EXERCISE INSTRUCTIONS:
Of all the lines below, output only those starting at the one with "pinky tip: (295, 244)" and ending at the one with "ring pip: (626, 83)", both ends included, exactly as written.

TASK MATERIAL:
·····
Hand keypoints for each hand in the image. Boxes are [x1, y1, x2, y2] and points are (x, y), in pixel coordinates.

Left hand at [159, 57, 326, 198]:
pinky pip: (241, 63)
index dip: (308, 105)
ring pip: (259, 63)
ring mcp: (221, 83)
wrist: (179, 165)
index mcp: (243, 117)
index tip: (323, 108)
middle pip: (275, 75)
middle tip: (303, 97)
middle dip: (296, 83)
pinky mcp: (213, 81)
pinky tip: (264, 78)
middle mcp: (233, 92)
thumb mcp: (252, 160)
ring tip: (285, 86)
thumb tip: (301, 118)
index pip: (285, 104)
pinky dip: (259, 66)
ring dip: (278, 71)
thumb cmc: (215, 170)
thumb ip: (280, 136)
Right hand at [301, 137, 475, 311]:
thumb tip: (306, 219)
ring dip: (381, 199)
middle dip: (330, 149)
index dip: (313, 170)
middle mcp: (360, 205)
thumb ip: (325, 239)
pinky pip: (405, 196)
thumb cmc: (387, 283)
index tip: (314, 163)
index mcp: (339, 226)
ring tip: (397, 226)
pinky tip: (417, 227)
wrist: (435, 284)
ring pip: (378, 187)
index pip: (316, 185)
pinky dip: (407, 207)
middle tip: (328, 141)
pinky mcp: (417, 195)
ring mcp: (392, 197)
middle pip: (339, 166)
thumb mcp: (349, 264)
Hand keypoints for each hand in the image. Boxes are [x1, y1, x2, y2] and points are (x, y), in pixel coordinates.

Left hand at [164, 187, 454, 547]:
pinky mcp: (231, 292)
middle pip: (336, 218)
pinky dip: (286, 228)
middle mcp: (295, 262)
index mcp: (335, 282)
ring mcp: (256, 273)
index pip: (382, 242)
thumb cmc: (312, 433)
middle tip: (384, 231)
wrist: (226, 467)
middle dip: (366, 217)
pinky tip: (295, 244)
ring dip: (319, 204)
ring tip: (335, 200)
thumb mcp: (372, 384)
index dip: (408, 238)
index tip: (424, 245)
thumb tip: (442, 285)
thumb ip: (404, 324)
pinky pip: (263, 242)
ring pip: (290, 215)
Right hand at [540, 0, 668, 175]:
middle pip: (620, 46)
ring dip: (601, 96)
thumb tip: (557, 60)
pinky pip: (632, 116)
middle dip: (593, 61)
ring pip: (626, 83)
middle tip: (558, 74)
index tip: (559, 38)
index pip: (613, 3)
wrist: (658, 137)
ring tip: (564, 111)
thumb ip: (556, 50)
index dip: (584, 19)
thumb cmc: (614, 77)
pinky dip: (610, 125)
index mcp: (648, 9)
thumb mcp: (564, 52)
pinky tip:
·····
ANSWER BOX:
pinky tip: (295, 244)
ring dip: (319, 204)
ring tip: (335, 200)
thumb mcp: (372, 384)
index dip: (408, 238)
index tip: (424, 245)
thumb tip: (442, 285)
thumb ip: (404, 324)
pinky pip: (263, 242)
ring pip: (290, 215)
Right hand at [540, 0, 668, 175]:
middle pip: (620, 46)
ring dip: (601, 96)
thumb tip: (557, 60)
pinky pip: (632, 116)
middle dip: (593, 61)
ring pip: (626, 83)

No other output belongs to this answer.